Nobody enjoys paying their auto insurance bills. However, in New York state, where the roads are frequently congested and the weather is unpredictable, paying for auto insurance is a prudent investment. It’s also a legal necessity, with consequences for New York drivers who don’t have the bare minimum coverage.
New York State Law Requires Auto Insurance
For registration of your car in New York, you must have automotive liability insurance issued by the state of New York. Failing to do so could result in both your car’s registration and your New York driver’s license being suspended. You’ll require at least the following amount of liability insurance:
- For a single accident, $10,000 in property damage
- A person engaged in an accident is entitled to $25,000 for bodily injury and $50,000 for death.
- $50,000 for physical harm and $100,000 for death in an accident involving two or more people.
Even if you aren’t driving the vehicle, you must maintain this coverage while your registration is active. (There is an exception for motorcycles; you can cancel your insurance without fear of suspension if you store your vehicle for the winter, but you’ll need to reactivate it before you can legally ride your motorcycle on public roads.) You must have New York State coverage for a New York-registered vehicle. In addition, your insurance must be issued in the name of the vehicle registrant and must stay in the name of the vehicle registrant.

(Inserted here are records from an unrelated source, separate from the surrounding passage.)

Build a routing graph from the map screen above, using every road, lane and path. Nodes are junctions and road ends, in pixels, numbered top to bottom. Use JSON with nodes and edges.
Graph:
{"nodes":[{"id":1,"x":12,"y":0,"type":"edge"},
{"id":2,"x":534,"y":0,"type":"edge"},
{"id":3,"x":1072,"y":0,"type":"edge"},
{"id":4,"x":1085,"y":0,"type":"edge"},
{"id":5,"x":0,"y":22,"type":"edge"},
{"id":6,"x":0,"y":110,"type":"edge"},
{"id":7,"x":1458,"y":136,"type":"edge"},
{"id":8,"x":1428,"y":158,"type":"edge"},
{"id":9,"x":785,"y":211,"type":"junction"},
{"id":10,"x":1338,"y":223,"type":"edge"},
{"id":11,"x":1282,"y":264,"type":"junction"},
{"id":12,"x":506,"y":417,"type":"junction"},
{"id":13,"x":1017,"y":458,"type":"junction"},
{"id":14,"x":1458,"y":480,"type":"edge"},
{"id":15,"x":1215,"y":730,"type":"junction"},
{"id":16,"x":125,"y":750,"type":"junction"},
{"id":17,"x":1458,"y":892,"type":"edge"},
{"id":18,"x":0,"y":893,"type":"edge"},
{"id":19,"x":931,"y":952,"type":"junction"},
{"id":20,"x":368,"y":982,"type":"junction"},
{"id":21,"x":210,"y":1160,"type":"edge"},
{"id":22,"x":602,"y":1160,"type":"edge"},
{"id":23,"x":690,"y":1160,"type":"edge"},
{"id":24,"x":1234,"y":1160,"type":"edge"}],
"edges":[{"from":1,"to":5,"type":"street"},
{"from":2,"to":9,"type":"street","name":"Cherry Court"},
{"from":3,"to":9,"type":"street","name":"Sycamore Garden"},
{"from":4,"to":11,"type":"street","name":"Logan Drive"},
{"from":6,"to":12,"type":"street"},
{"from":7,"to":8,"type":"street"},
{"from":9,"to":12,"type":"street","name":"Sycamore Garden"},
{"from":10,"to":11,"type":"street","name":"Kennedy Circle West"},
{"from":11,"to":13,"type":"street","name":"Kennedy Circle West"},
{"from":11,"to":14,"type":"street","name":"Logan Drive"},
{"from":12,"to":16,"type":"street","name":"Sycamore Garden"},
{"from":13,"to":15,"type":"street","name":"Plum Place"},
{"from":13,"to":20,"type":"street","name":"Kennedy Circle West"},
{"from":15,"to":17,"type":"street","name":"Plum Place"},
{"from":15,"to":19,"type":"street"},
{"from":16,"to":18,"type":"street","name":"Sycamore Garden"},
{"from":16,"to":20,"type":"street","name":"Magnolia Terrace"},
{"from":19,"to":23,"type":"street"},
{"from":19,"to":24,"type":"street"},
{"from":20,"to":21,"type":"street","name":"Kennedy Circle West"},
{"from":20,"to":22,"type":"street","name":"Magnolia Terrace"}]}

Insurance proof from New York
Since the DMV requires that you have a particular level of vehicle insurance, you’ll have to show documentation that your vehicle is covered. There are two options for accomplishing this. To begin, your insurance company will provide you with two genuine New York State Insurance Identification cards when you acquire insurance. In addition, your insurance company will send an electronic notice of insurance coverage to the DMV. The DMV requires both an electronic notice and an insurance card. Take one of your Insurance Identity cards with you when you register your vehicle; the DMV will retain this card on file.
Your other NYS Insurance ID card, as well as your registration slip, should be kept in your vehicle. If a police officer stops you for a traffic violation, they may ask you to show it to them. You should also have your insurance information on hand if you are one of the causes of traffic collisions.
Discounts and Costs of Insurance
You’ll want to think about several coverage options, from theft to weather damage. Insurance premiums can add up quickly, but keeping them in check isn’t tricky. First and foremost, do not purchase any tickets! DMV reports are sent to insurance companies, and if you’re convicted of a moving infraction, you should expect your premiums to rise. Second, drive cautiously. If you cause an accident and are found to be at blame, your insurance rates may increase.
New York State requires drivers to complete a state-approved Defensive Driving course in order to receive a mandated insurance reduction. If you finish this course, you will be eligible for a 10% discount on your auto insurance. If you have points on your driving history in New York, you may be able to remove up to four of them by taking the course, which may help prevent your insurance premiums from rising.